Trump Selects Elaine J. Chao, former Labor Secretary, as Transportation Secretary

Elaine Chao served all eight years as President George W. Bush's former Secretary of Labor and also under his father's administration as Deputy Secretary of Transportation. She is married to Senate majority leader Mitch McConnell (R-Ky.).

2 minute read

December 1, 2016, 5:00 AM PST

By Irvin Dawid


Trump has added more diversity to his cabinet by selecting another woman, after selecting Betsy DeVos and Gov. Nikki Haley (R-S.C) as Education Secretary and ambassador to the United Nations, respectively. Like Haley, Chao is Asian, but unlike Gov. Haley, who is of Indian heritage but born in South Carolina, the 63-year-old Chao was born in Taiwan, immigrating to the U.S. from Taiwan when she was eight years old, according to Wikipedia.

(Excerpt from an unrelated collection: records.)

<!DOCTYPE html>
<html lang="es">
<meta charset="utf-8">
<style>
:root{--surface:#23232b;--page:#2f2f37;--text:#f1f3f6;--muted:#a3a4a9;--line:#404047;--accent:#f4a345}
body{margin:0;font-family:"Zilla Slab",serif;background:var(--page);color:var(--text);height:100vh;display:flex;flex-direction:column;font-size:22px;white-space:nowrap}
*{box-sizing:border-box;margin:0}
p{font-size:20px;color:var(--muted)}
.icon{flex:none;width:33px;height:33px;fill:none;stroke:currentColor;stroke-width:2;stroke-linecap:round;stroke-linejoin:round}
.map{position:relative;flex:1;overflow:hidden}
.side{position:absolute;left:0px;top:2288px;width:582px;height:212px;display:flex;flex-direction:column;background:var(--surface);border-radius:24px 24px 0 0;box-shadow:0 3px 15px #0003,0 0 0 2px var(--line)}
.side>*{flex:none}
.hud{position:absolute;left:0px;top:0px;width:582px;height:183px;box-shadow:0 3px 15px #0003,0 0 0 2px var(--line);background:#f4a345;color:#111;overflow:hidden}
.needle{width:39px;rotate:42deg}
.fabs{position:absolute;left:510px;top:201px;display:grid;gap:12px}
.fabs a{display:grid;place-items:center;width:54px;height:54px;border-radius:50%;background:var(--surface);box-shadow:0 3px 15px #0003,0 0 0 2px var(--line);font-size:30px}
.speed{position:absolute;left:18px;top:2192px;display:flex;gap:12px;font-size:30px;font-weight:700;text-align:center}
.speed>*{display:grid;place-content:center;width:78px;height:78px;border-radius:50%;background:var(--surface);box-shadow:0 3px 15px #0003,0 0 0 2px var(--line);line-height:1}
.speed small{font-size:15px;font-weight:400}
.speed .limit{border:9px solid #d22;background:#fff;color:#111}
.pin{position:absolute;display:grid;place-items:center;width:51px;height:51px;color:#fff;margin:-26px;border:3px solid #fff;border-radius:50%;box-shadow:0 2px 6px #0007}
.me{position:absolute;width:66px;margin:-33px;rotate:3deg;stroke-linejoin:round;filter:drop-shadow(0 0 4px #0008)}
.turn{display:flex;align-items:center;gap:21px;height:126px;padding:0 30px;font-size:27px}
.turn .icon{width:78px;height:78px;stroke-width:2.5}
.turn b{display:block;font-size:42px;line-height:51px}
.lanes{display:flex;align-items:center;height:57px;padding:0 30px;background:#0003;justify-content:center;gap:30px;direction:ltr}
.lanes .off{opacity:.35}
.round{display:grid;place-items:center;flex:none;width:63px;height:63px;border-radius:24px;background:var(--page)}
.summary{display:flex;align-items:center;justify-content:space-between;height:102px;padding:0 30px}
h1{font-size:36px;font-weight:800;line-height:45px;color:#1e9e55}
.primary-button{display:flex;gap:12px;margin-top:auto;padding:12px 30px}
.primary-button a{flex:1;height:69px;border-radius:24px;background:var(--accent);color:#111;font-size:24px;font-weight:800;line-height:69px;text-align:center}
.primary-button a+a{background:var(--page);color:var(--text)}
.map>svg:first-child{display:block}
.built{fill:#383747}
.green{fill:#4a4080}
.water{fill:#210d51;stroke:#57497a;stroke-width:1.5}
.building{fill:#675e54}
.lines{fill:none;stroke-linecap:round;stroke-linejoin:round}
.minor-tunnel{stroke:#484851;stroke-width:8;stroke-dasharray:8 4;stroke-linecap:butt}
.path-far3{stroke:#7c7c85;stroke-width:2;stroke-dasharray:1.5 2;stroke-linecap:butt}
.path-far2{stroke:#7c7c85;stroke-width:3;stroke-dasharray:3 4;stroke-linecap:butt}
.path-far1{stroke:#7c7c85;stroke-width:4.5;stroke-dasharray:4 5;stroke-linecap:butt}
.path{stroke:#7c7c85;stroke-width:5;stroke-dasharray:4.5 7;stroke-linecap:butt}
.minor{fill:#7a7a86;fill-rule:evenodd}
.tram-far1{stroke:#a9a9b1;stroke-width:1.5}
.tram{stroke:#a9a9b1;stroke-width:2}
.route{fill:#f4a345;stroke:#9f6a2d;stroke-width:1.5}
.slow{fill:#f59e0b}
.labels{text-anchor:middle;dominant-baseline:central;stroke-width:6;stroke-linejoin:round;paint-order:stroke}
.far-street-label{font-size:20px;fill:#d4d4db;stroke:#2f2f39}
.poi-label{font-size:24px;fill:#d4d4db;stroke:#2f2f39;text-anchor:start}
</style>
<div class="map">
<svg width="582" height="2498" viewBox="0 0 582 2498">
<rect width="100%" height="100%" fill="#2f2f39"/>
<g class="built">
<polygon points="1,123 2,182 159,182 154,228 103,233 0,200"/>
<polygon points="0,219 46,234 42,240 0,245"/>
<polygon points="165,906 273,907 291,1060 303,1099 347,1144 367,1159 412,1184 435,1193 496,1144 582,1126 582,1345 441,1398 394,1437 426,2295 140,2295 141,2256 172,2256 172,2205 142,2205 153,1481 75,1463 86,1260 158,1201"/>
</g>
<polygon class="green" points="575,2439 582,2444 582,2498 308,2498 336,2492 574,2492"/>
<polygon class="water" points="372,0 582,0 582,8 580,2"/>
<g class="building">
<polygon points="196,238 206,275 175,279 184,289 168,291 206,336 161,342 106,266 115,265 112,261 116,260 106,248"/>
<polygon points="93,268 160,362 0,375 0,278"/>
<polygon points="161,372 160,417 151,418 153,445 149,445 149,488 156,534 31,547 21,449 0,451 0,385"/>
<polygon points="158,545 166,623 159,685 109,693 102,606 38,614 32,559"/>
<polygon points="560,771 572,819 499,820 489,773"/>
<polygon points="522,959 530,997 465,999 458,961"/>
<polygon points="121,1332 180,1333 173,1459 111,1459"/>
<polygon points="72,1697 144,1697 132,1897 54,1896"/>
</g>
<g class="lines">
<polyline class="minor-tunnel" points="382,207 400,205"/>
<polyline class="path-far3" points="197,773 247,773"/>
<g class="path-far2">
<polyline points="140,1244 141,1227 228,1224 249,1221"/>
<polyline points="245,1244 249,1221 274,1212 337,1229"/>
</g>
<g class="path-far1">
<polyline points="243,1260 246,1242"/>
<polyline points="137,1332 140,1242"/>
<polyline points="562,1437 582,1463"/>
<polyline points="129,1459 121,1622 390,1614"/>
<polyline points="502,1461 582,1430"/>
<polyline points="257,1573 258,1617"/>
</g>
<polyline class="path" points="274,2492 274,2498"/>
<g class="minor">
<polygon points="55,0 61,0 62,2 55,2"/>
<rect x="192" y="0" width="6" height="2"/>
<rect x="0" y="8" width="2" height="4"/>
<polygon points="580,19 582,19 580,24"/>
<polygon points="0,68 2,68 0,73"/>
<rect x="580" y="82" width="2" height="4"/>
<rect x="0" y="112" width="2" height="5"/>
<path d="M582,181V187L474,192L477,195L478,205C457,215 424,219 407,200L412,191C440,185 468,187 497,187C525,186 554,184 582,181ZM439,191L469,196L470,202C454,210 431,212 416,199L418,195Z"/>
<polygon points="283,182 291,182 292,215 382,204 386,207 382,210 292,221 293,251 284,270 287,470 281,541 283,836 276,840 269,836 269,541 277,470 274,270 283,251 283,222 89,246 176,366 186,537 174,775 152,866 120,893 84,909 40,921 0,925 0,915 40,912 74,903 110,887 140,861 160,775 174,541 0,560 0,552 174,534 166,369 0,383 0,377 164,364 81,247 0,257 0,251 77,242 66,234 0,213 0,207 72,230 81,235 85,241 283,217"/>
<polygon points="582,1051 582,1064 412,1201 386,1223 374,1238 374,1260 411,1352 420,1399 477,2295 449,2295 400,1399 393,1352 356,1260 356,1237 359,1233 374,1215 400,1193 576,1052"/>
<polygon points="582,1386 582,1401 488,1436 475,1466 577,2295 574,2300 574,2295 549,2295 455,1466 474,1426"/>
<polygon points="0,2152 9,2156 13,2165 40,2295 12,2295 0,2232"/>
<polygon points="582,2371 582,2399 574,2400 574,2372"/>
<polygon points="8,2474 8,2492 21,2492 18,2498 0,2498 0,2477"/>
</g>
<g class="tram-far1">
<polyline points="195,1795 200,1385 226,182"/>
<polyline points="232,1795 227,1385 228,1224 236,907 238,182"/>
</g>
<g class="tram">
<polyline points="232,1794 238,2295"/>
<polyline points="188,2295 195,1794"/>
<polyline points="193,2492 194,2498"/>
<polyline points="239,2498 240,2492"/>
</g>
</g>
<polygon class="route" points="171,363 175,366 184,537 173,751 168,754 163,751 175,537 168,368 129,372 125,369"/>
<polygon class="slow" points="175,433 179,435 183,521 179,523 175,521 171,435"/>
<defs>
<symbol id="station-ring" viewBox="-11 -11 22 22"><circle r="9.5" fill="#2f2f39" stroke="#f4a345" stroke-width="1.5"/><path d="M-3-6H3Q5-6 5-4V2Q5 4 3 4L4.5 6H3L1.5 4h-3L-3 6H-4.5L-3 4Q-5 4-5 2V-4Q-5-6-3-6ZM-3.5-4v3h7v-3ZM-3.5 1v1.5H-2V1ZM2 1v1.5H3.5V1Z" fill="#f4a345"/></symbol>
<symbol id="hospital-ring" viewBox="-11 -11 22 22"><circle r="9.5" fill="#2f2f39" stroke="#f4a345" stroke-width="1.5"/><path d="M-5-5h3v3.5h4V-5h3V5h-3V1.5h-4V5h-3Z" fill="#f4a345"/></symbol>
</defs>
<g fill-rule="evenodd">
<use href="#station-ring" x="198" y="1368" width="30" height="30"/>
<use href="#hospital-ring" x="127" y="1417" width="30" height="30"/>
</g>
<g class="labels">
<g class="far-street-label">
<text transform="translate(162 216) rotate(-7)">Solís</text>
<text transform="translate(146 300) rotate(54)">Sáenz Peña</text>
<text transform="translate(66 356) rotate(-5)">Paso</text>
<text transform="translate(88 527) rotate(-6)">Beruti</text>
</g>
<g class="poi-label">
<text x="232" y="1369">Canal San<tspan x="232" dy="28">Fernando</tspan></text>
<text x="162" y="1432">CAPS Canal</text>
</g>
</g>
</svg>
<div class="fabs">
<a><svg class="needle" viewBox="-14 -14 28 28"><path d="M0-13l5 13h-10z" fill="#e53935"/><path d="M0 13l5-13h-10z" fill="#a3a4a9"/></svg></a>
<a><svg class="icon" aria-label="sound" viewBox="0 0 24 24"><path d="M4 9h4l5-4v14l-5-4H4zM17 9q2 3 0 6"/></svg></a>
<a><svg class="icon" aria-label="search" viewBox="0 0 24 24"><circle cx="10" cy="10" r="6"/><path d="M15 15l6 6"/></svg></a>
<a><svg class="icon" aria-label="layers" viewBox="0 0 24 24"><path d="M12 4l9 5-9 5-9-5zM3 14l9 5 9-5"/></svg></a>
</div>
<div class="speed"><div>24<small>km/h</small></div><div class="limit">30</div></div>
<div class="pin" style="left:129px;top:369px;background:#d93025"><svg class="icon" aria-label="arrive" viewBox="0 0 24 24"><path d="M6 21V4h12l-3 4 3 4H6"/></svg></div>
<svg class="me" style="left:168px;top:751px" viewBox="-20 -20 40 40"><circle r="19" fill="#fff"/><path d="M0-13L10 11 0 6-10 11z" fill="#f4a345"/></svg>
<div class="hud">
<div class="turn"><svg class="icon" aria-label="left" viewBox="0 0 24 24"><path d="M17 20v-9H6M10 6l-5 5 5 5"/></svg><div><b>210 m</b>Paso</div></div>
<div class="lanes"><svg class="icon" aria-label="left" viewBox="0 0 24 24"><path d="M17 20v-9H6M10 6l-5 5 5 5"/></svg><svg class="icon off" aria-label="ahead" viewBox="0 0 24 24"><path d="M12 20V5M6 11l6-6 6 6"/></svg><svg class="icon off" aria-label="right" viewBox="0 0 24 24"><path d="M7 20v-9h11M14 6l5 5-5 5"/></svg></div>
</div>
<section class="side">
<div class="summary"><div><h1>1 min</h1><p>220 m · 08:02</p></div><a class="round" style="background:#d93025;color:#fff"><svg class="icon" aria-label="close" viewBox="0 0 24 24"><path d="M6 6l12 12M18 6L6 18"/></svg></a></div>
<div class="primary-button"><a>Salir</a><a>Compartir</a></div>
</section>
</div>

Trump's selection of Chao was described by New York Times reporters Jeremy W. Peters and Maggie Haberman as "elevating someone whose background and experience are in many respects completely at odds with the brash and disruptive tenor of his anti-Washington campaign.

In addition to her prior roles as cabinet secretaries under both Bush administrations, Chao "was a White House fellow under President Ronald Reagan and the director of the Peace Corps under President George Bush," add Peters and Haberman. "She has worked for Harvard’s Kennedy School of Government as well as the conservative Heritage Foundation (and) also a frequent commentator for Fox News."

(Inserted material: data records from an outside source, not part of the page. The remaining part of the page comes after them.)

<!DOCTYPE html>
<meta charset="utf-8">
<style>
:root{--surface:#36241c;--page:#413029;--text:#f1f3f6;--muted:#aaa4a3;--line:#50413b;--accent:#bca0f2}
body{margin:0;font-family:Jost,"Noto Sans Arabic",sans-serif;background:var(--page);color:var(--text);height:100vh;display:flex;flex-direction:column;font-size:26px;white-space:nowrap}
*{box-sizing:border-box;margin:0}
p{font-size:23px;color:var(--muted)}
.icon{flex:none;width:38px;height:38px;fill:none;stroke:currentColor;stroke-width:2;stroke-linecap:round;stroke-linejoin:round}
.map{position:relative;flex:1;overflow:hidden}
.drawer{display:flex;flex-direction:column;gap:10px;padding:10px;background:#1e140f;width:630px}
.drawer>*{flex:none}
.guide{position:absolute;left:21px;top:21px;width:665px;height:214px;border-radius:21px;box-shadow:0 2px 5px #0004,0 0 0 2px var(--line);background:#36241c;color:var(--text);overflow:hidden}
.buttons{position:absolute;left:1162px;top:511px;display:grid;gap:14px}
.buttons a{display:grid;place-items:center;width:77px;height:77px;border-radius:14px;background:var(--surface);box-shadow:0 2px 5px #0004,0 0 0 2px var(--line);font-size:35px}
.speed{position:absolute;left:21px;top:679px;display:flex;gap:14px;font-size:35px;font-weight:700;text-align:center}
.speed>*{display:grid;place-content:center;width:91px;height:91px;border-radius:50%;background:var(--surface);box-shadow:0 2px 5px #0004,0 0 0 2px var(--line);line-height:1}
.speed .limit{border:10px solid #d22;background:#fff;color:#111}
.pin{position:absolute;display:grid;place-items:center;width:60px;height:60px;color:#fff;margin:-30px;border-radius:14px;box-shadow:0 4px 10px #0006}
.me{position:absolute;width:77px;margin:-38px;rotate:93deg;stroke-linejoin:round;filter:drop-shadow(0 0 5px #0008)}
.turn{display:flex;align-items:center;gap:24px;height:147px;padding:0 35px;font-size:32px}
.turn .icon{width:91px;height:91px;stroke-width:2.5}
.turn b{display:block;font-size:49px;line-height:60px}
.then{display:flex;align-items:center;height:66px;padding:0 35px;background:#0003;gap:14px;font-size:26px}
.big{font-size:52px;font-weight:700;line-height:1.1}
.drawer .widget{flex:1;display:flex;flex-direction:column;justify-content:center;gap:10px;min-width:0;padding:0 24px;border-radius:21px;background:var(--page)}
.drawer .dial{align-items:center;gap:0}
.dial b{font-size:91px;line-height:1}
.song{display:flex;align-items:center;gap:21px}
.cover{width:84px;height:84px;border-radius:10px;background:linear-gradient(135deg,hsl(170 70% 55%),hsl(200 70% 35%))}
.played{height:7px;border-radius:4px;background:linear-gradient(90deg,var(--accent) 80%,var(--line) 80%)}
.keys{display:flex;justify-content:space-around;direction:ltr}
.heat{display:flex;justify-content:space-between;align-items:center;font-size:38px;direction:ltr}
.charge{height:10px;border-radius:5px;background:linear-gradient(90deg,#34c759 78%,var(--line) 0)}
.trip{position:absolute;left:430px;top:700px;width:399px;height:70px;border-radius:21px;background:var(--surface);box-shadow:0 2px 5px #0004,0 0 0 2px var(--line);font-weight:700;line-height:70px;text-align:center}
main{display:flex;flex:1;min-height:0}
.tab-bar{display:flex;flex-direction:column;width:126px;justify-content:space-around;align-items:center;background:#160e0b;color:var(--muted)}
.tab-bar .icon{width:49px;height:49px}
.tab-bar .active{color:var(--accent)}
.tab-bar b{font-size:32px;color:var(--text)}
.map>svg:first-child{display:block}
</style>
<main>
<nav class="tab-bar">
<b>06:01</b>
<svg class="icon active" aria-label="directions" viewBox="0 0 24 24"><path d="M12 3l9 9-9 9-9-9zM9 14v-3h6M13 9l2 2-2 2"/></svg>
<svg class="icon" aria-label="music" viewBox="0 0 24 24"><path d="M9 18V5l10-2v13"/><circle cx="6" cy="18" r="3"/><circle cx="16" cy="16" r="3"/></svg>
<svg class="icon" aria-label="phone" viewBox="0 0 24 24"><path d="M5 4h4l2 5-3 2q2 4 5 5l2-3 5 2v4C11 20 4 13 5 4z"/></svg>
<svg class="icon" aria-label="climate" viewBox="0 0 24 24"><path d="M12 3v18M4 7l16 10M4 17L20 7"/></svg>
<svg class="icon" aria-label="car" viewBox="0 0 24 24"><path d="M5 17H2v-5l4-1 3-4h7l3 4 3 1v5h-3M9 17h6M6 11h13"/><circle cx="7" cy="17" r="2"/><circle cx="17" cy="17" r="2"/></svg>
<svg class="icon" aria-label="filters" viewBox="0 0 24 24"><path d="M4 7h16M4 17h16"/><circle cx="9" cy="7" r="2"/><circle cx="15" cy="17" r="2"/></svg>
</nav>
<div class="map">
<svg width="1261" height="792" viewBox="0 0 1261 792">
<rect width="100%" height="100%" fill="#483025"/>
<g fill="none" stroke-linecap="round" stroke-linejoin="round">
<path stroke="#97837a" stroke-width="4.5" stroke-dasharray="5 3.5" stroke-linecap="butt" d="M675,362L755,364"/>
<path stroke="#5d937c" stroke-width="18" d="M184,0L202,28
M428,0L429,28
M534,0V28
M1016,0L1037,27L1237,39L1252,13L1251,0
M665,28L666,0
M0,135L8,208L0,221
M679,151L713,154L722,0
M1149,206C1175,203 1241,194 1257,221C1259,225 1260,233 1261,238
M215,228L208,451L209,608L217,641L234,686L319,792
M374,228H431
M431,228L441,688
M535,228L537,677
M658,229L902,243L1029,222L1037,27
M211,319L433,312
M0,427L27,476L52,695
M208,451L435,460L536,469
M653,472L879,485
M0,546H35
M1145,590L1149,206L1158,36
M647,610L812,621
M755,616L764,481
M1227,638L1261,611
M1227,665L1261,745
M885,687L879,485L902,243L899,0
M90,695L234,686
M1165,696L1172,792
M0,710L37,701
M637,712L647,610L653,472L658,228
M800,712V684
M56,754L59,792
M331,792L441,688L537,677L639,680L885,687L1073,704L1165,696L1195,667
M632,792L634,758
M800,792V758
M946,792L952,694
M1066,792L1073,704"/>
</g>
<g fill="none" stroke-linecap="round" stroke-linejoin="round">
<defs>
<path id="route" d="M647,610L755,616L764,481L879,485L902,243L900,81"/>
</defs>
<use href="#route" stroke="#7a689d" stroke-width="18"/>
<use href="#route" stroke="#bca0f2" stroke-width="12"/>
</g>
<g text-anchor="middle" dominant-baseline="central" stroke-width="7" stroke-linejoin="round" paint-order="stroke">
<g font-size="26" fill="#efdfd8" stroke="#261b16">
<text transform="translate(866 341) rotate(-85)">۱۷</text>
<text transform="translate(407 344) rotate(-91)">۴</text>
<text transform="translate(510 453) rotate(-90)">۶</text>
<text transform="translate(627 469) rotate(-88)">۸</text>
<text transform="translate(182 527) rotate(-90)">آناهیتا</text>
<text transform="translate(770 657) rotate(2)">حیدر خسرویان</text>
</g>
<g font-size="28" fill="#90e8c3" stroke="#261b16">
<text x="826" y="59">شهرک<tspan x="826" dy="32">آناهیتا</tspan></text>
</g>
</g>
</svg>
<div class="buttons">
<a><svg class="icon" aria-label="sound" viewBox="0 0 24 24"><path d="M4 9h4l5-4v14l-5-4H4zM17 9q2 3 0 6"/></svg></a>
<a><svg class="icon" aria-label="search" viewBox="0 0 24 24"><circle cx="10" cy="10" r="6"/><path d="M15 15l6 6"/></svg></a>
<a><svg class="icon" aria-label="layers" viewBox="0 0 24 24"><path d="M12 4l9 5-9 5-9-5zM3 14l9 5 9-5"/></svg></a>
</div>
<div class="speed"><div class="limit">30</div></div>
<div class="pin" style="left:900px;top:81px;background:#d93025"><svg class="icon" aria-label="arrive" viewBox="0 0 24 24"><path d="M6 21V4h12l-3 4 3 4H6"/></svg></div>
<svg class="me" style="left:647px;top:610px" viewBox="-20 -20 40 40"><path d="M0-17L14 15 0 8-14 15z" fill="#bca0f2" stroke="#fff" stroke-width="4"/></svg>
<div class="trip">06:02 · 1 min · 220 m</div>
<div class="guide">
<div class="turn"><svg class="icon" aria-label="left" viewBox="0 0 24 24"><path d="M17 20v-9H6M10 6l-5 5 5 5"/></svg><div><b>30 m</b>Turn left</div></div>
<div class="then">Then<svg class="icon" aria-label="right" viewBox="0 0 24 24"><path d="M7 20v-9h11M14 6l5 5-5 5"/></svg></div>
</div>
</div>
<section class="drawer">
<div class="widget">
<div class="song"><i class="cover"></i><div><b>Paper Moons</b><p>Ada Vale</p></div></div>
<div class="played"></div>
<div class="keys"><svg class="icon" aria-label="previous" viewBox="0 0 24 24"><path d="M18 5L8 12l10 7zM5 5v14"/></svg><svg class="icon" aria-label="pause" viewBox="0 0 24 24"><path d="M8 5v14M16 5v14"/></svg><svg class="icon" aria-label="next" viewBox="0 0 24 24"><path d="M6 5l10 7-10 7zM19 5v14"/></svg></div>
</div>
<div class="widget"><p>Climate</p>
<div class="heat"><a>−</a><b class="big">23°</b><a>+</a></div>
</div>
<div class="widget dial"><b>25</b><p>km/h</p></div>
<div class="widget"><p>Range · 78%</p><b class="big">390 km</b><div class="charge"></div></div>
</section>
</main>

The Heritage Foundation is arguably the most outspoken advocate of devolution, a term whose derivation was described in a post last year as "what many conservatives want today—eliminating the role of the federal government [in transportation] and turning it over to the states." The result would be to "roll back the 18.4 cent federal gas tax, unchanged since 1993, to 3.7 cents per gallon."

On a more positive note, Planetizen notes that Taiwan has had high-speed rail since 2007. "At the time it was built, this was one of the world's largest privately funded rail construction schemes," according to Wikipedia. "The system is based primarily on Japan's Shinkansen technology."

The same scenario is taking place in the U.S. now. The privately funded Texas Central is building the Texas Bullet Train, the Dallas-to-Houston high-speed rail line which will operate Shinkansen trains. Then again, this could very well be bad news for publicly-financed rail projects hoping to receive federal funding. We'll see.

Considering that President-elect Donald Trump plans to spend $1 trillion on infrastructure projects, the selection of Chao is an important one for Trump if he is to succeed in "making American great again." If not that, at least improving this country's low score (D+) on the state of its infrastructure.